Task details: The answer must consist of every line from the entries below that contains the word "Chilla".

Dataset records below:

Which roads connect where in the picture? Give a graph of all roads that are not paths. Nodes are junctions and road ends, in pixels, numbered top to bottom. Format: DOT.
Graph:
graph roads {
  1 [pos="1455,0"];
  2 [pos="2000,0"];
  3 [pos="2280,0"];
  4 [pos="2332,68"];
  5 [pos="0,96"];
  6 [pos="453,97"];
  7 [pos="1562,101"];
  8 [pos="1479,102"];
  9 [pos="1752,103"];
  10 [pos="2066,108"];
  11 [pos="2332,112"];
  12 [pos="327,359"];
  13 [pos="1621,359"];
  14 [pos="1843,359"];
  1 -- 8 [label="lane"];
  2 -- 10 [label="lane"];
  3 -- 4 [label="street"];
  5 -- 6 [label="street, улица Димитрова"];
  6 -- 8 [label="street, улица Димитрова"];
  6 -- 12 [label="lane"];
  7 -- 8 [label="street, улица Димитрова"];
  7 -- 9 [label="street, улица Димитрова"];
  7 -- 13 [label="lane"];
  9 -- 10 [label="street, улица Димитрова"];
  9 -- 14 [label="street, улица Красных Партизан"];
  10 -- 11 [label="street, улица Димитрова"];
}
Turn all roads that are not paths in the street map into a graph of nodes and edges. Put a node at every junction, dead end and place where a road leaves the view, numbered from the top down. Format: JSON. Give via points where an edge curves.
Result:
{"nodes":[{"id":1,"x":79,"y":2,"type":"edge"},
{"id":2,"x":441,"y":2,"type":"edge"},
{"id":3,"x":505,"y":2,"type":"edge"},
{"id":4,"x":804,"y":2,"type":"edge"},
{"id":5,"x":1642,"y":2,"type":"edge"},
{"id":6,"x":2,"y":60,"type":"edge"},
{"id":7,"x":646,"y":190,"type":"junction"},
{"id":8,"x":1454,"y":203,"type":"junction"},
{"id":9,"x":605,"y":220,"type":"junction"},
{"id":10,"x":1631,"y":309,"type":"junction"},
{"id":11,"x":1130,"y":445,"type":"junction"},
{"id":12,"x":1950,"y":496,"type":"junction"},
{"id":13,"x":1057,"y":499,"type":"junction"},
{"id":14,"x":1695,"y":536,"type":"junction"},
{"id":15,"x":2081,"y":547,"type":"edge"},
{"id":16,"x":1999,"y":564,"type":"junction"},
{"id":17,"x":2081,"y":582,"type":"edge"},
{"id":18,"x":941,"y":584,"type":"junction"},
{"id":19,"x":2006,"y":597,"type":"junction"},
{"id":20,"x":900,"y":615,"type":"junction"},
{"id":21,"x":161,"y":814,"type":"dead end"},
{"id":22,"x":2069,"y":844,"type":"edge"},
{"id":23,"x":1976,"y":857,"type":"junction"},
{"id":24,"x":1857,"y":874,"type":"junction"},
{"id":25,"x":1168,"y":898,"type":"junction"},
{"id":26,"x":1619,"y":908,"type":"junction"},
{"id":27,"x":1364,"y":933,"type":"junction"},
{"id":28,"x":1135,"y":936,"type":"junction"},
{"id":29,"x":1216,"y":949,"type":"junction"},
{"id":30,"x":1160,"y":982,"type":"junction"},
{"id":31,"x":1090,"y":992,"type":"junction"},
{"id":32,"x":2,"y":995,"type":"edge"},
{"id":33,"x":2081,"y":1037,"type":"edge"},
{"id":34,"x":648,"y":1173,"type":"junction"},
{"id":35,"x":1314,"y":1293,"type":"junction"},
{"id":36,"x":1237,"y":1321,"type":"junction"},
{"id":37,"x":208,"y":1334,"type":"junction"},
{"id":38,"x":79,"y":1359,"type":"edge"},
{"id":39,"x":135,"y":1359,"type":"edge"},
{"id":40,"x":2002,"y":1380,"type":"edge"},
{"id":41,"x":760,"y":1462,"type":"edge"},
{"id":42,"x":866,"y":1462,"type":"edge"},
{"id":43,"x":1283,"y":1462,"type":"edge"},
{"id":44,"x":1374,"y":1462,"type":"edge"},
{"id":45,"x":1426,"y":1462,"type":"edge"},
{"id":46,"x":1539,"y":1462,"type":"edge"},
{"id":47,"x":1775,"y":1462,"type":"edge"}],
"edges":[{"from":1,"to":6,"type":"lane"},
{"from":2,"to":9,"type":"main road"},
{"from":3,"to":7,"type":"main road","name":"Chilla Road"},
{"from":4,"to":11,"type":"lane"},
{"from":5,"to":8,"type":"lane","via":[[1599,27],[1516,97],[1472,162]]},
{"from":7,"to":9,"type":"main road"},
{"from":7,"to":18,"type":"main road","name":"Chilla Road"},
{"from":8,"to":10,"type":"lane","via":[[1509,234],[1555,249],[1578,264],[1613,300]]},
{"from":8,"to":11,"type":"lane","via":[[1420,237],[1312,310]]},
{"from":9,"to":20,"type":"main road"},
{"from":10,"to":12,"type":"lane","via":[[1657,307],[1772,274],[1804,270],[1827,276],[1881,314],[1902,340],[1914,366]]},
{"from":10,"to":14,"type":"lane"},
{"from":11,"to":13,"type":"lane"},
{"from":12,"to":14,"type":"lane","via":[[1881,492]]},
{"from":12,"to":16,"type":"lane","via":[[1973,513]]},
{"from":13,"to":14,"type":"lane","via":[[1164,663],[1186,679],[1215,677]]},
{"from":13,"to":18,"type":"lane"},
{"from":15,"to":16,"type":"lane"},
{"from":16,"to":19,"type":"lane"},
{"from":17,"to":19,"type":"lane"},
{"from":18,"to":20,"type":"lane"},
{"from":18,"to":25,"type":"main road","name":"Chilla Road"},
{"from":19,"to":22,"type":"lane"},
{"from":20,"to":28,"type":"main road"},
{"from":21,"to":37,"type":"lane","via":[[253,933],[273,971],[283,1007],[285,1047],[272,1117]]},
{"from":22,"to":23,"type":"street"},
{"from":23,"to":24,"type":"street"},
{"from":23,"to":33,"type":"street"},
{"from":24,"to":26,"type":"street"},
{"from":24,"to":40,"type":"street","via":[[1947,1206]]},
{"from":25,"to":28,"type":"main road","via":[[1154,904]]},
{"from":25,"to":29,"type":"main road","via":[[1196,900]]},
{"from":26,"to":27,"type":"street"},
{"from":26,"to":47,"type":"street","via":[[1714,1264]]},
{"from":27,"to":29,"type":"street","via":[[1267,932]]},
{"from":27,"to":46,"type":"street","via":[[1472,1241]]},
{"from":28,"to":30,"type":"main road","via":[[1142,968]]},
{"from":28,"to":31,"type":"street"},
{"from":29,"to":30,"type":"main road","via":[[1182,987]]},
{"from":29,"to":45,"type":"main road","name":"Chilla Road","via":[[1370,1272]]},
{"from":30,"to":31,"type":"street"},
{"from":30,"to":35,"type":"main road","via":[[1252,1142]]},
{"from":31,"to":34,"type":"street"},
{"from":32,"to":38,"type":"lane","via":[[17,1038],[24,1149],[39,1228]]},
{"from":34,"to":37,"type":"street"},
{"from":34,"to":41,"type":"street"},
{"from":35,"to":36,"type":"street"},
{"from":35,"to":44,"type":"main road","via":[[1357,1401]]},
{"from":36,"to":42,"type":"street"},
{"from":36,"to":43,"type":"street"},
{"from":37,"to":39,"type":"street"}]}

End of Dataset records.

Written answer:
{"from":3,"to":7,"type":"main road","name":"Chilla Road"},
{"from":7,"to":18,"type":"main road","name":"Chilla Road"},
{"from":18,"to":25,"type":"main road","name":"Chilla Road"},
{"from":29,"to":45,"type":"main road","name":"Chilla Road","via":[[1370,1272]]},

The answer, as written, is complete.